Nurse lady (I can't remember your screen name), seriously this is ridiculous. You posted an isolated case in which things went terribly wrong. That is not useful at all. And because the case was a vaginal birth and you did not also share a story about a c/s gone wrong, your post appeared to be biased and fear-mongering.
We can all probably share stories of so-and-so's birth that went wrong. But medical decisions shouldn't be based solely on fear of what happened to your aunt's best friend's sister. They should be based on individual situations and what is likely the safest course of action. And for most women, the safest way to deliver a baby is vaginally. There is a mountain of evidence supporting that.
omg. if you're a nurse how did you NOT know what could go wrong? most people here do enough research to at least know what could happen and that not everything is peachy perfect.
and you're like one comment away from the trifecta: please tell me you feel sorry for my H or my kid.
Iris always says it best
 
The Mouse ~ 06.12.08 | The Froggy ~ 02.23.11
I did know what COULD go wrong but I didn't know that it was happening to me because when I walked into the ER complaining of cramping I was told "everything was fine, that it was normal to cramp in the second tri"
Instead of them running more tests or saying that it "could have been a placental abruption" they shrugged it off because I was young and in good shape so they thought it was "normal uterine stretching" or maybe even "braxton hicks"...those are the answers I was given about 10 mins before my placenta abrupted and I started hemorrhaging on their gurney in the ER.
I even remember one nurse specifically saying "I don't want to worry you by telling you what it MIGHT be when it's really rare, lets think positively!"
How many times do you think I replay that conversation in my mind?
I have no idea what you mean about your husband or baby...I'm pretty sure I didn't say ANYTHING about anyone's family. I'm not a ***..so I don't say things like that.
You say you're a nurse. If you are/were/whatever, you would KNOW that they never jump to the "worst case scenario". ESPECIALLY when that worst case scenario is very rare.

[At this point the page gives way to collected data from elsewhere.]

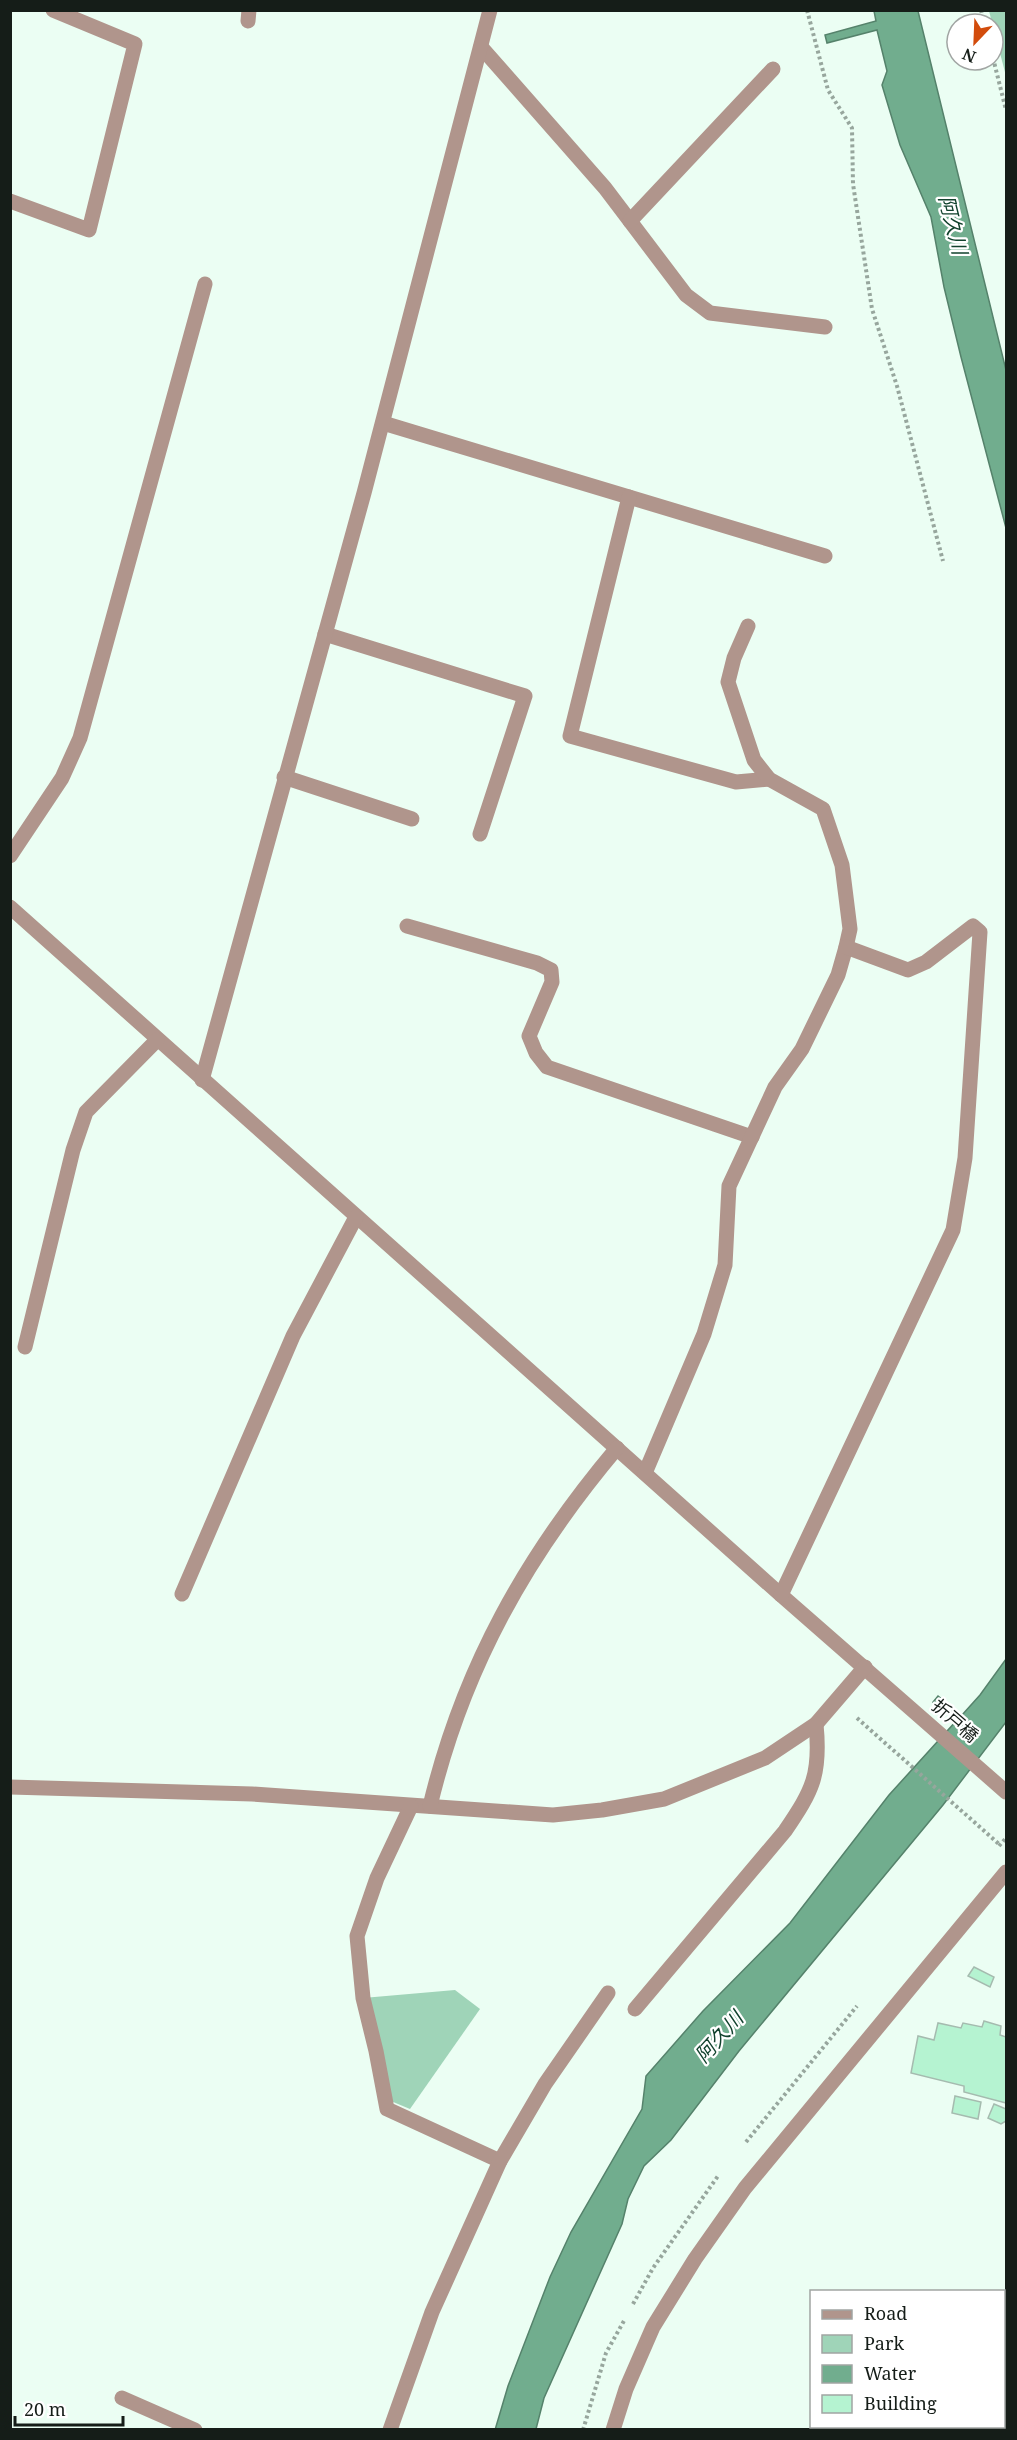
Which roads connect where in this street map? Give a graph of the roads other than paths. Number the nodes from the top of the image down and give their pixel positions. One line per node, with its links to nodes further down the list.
1 (53, 10): 5 (street)
2 (490, 10): 3 (street)
3 (481, 47): 6 (street); 9 (street)
4 (773, 69): 6 (street)
5 (10, 201)
6 (630, 220): 8 (street)
7 (205, 284): 18 (street)
8 (825, 327)
9 (382, 423): 10 (street); 13 (street)
10 (629, 497): 11 (street); 15 (street)
11 (825, 556)
12 (748, 626): 15 (street)
13 (325, 634): 14 (street); 17 (street)
14 (284, 777): 16 (street); 23 (street)
15 (769, 778): 21 (street)
16 (412, 819)
17 (480, 834)
18 (10, 856)
19 (10, 907): 22 (street, 折戸橋)
20 (407, 927): 24 (street)
21 (846, 947): 24 (street); 30 (street)
22 (157, 1040): 23 (street, 折戸橋); 26 (street)
23 (202, 1080): 25 (street, 折戸橋)
24 (752, 1137): 28 (street)
25 (356, 1217): 27 (street, 折戸橋); 29 (street)
26 (25, 1347)
27 (617, 1448): 28 (street, 折戸橋); 36 (street)
28 (645, 1473): 30 (street, 折戸橋)
29 (182, 1594)
30 (781, 1595): 31 (street, 折戸橋)
31 (865, 1667): 32 (street); 34 (street, 折戸橋)
32 (816, 1724): 36 (street); 39 (street)
33 (10, 1787): 35 (street)
34 (1006, 1792)
35 (411, 1806): 36 (street); 40 (street)
36 (430, 1806)
37 (1006, 1872): 44 (street)
38 (608, 1993): 40 (street)
39 (635, 2009)
40 (500, 2161): 43 (street)
41 (122, 2398): 42 (street)
42 (195, 2430)
43 (390, 2430)
44 (612, 2430)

I just quit my job in a cardiac ICU. We didn't rush every patient complaining of a severe headache to CT because "it just might be a stroke!"
I'm sorry for your loss. I truly am. But medical professionals very, very rarely immediately jump to worst case scenarios when the symptoms are otherwise considered normal.
This is pretty ignorant. There are plenty of people that have twins delivered vaginally no problem. I even know women who have had twin births at home, just fine. You can deliver breech babies vaginally.
Ok...I just want to say two things. After reading a recent post where a nurse went pyscho and started rambling about something she shouldn't have been talking about I decided to go back and re-evaulate the way I posted my opinion on this topic.
I don't think what I said was wrong but I did realize that the WAY I said it was not correct and made me look like a cocky little RN *** SO..
I apologize for the way I said what I said, I went back and re-read the way I posted it and I can see how some of you thought I was trying to scare anyone or impose fear. I promise that I wasn't trying to scare anyone or prove that my belief is better than anyone elses or that I know everything there is to know about L&D or childbirth because I don't. I am sorry if it came across that way and I am a big enough person to realize when I have made a mistake or spoken out of context...so I apologize.
You are a fracking idiot, and the exact kind of nurse that makes me look down on half of my co-nurses.